J’ai déjà mentionné le cas du fan de metal... Mais d’autres hobbys «plus sérieux» pourraient aussi se retourner contre le candidat. Voici quelques exemples:

  • Celui qui ne pratique pas un sport d’équipe pourrait être considéré incapable de travailler en équipe.
  • Ne fait pas de sport du tout = est souvent malade.
  • S’engage en politique ou dans le milieu associatif = ne sera pas engagé à 100% dans son job.
  • Donne des cours de Zumba deux fois par semaine = ne sera pas flexible du tout ces deux soirs de semaine et ne pourra pas faire d’heures supplémentaires en cas d’urgence.

Pour toutes ces raisons, je suis pour supprimer la mention des hobbys dans un CV. Ces activités ennuient très souvent le recruteur et peuvent stresser inutilement le candidat qui hésiterait à mentionner une activité qui risque de jouer en sa défaveur.

Contre: Leandra Moser

En règle générale, les CV prévoient en fin de document un espace pour indiquer les hobbys et les intérêts non-professionnels du candidat. Si je suis honnête avec vous, je survole en général cette partie, car ces indications auront peu d’impact sur ma décision. Je les utilise surtout dans un deuxième temps, au moment de préparer l’entretien d’embauche, car ils sont souvent une porte d’entrée dans la discussion. Mais une chose à la fois.

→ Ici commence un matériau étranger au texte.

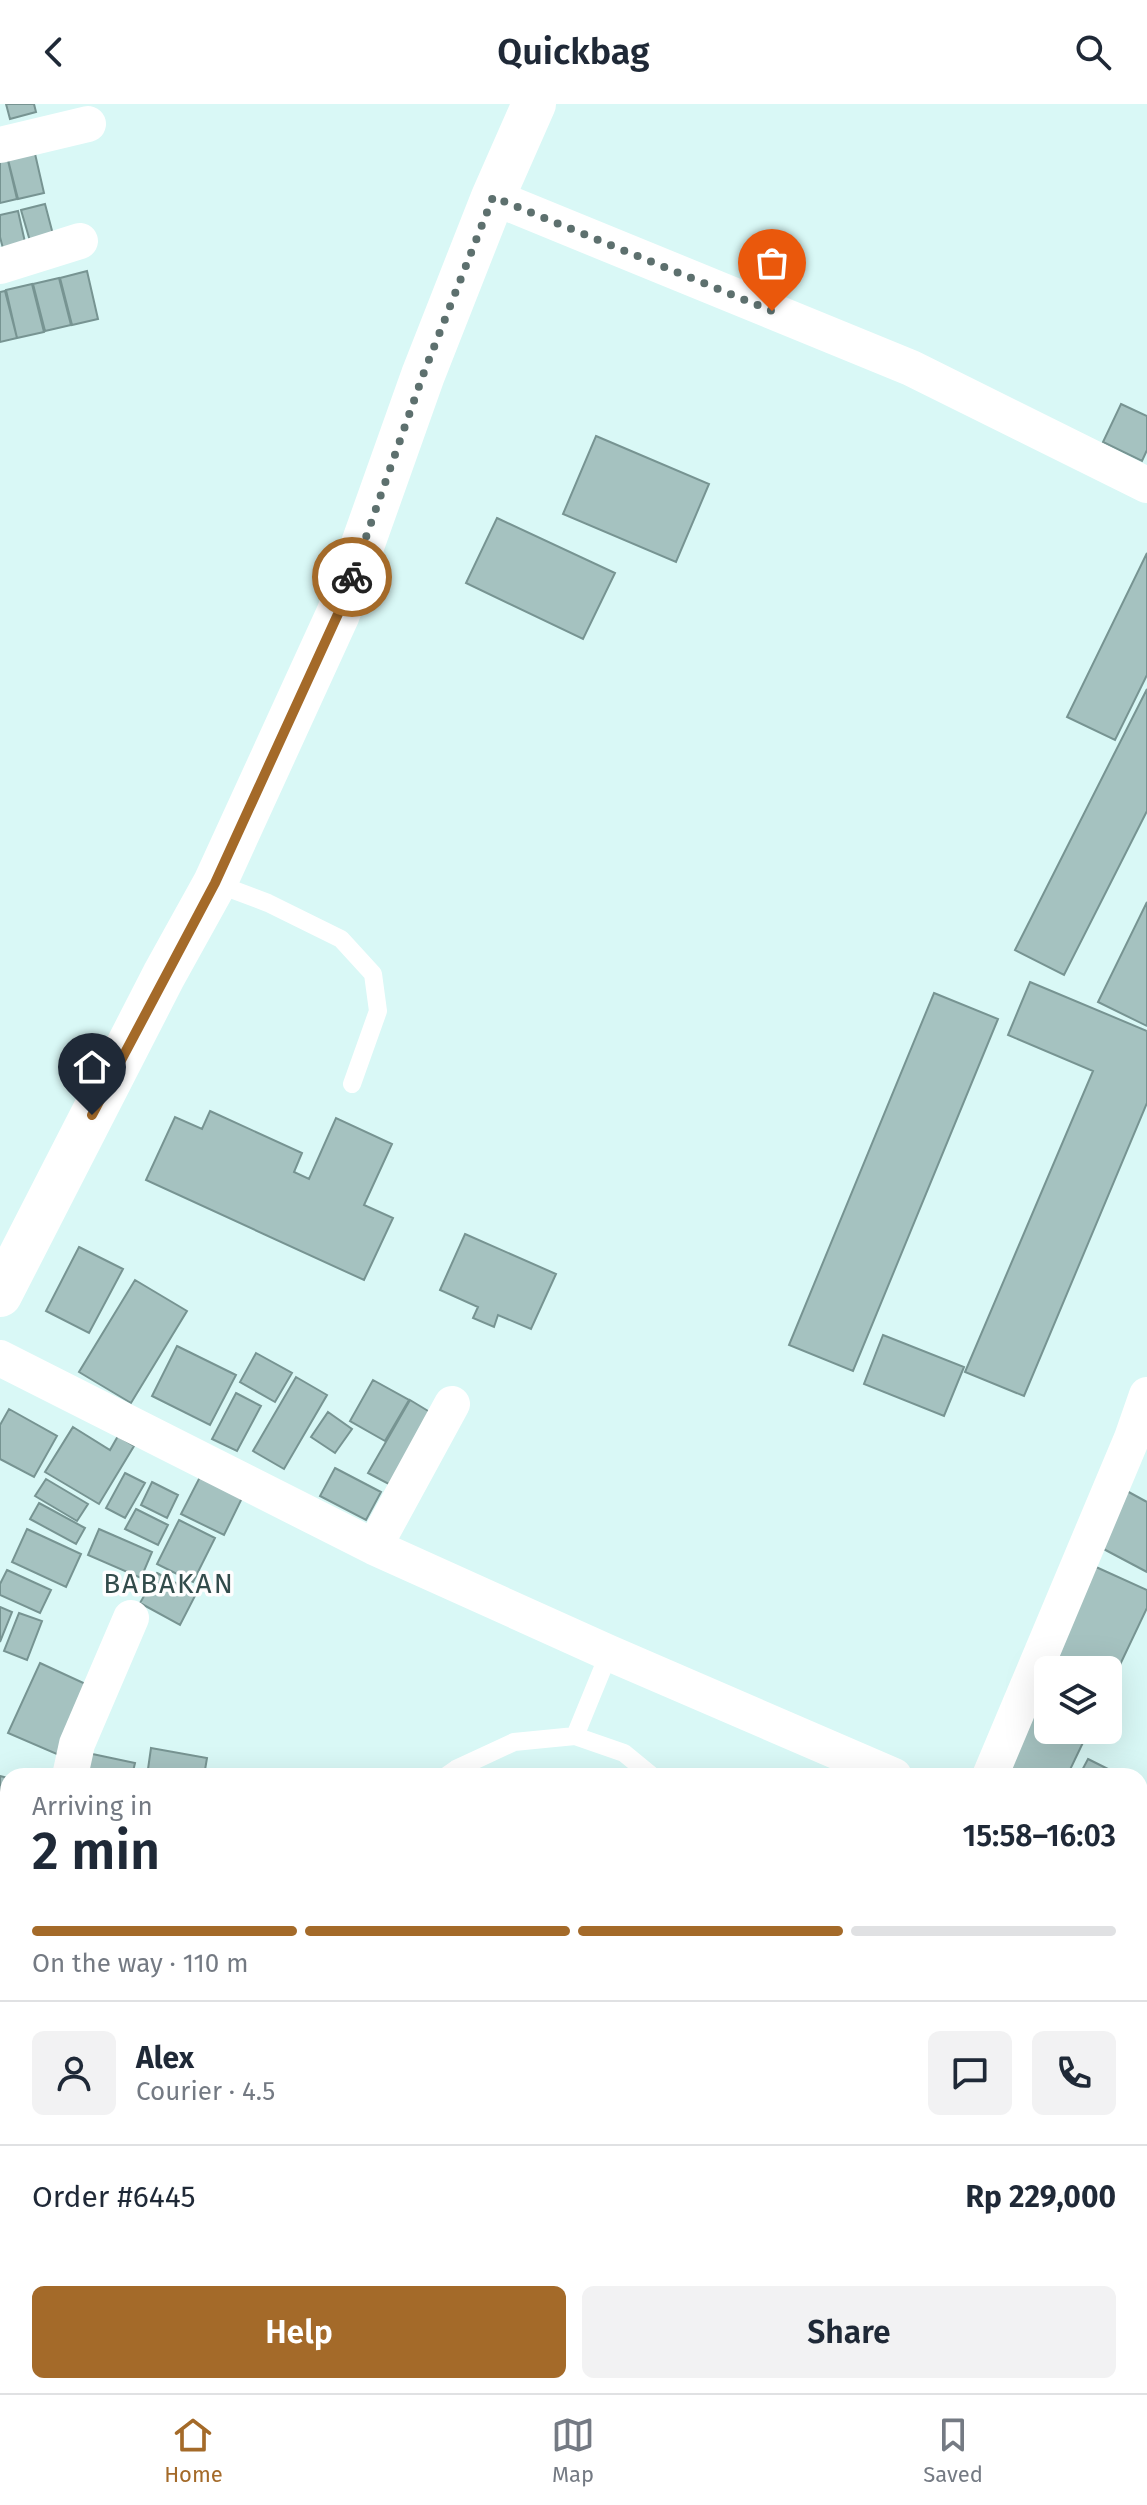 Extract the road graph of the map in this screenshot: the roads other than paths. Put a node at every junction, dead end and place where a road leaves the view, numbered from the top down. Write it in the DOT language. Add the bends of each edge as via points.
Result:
graph roads {
  1 [pos="534,104"];
  2 [pos="88,124"];
  3 [pos="0,145"];
  4 [pos="493,197"];
  5 [pos="80,241"];
  6 [pos="0,266"];
  7 [pos="1147,485"];
  8 [pos="215,883"];
  9 [pos="352,1084"];
  10 [pos="0,1295"];
  11 [pos="0,1358"];
  12 [pos="1147,1395"];
  13 [pos="452,1404"];
  14 [pos="1139,1442"];
  15 [pos="374,1547"];
  16 [pos="131,1618"];
  17 [pos="609,1653"];
  18 [pos="575,1736"];
  19 [pos="72,1768"];
  20 [pos="458,1768"];
  21 [pos="642,1768"];
  22 [pos="875,1768"];
  23 [pos="994,1768"];
  1 -- 4 [label="main road"];
  2 -- 3 [label="street"];
  4 -- 7 [label="street" via="911,368"];
  4 -- 8 [label="main road" via="338,614"];
  5 -- 6 [label="street"];
  8 -- 9 [label="lane" via="341,939 373,974 378,1011"];
  8 -- 10 [label="main road"];
  11 -- 15 [label="street"];
  12 -- 14 [label="street"];
  13 -- 15 [label="street"];
  14 -- 23 [label="street"];
  15 -- 17 [label="street"];
  16 -- 19 [label="street"];
  17 -- 18 [label="lane"];
  17 -- 22 [label="street"];
  18 -- 20 [label="lane" via="514,1742"];
  18 -- 21 [label="lane" via="624,1753"];
} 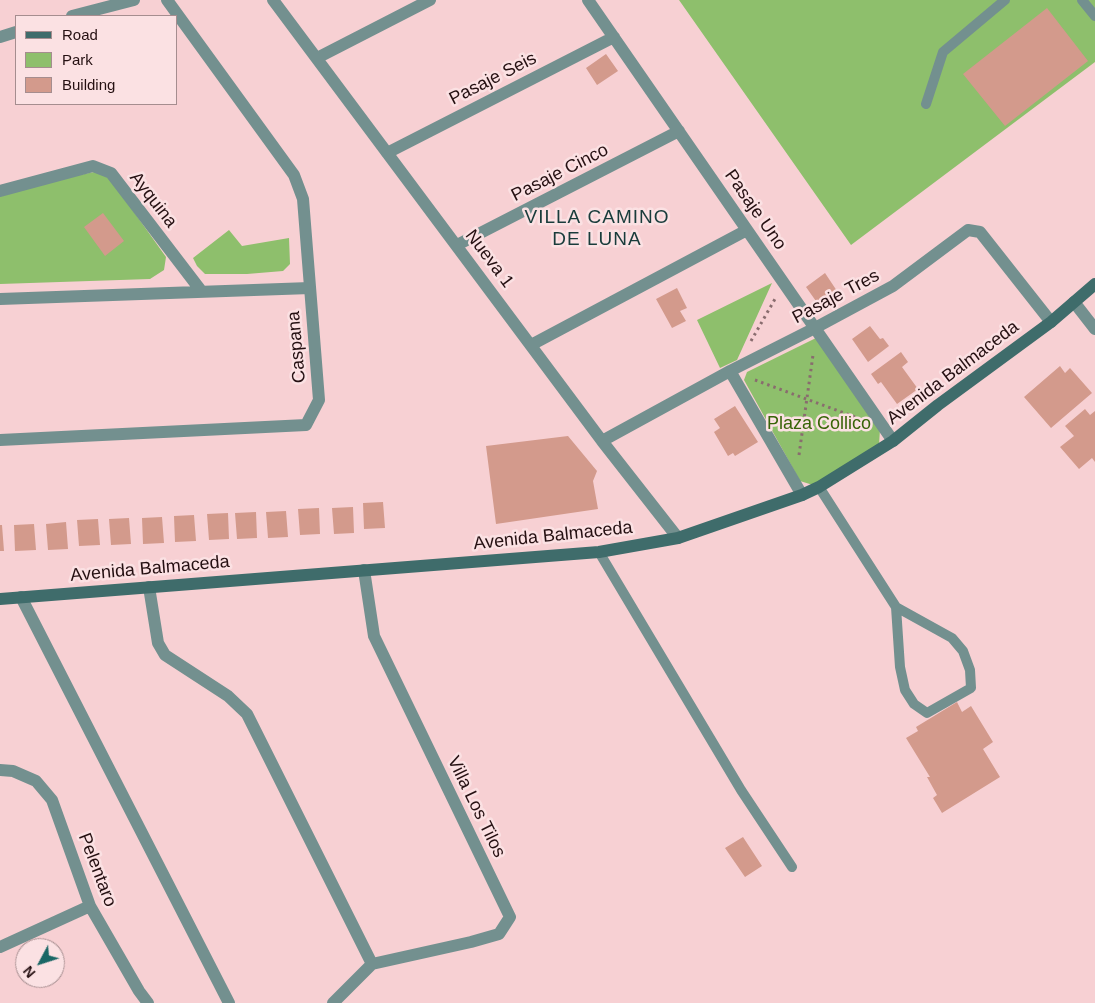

1. Les hobbys apportent peu d’informations. Pourquoi?

Je comprends bien l’argument d’Etienne Besson. C’est vrai, les candidats remplissent très souvent cette partie de manière très formelle, afin de ne surtout pas causer de vagues. Au lieu de «lecture» ou «musique», je préférerais connaître ce que les candidats lisent ou écoutent... Et en quoi ces hobbys vous passionnent? Ce qu’ils vous apportent? Et là, ces indications à première vue banales deviennent riches en enseignements. Les erreurs d’appréciations sont vite faites et le risque n’est pas négligeable d’estampiller un candidat d’une fausse étiquette. Mais je fais confiance aux recruteurs, ils savent très bien gérer ce genre d’informations.

2. La protection des données ne le permet pas

Moi non plus, je ne prétends pas être une experte du droit du travail. Mais si j’ai bon souvenir, quand un candidat mentionne des éléments sur son CV, le recruteur est en droit de lui en parler. Si le CV ne contient aucune information sur les hobbys du candidat, je ne pose pas de questions.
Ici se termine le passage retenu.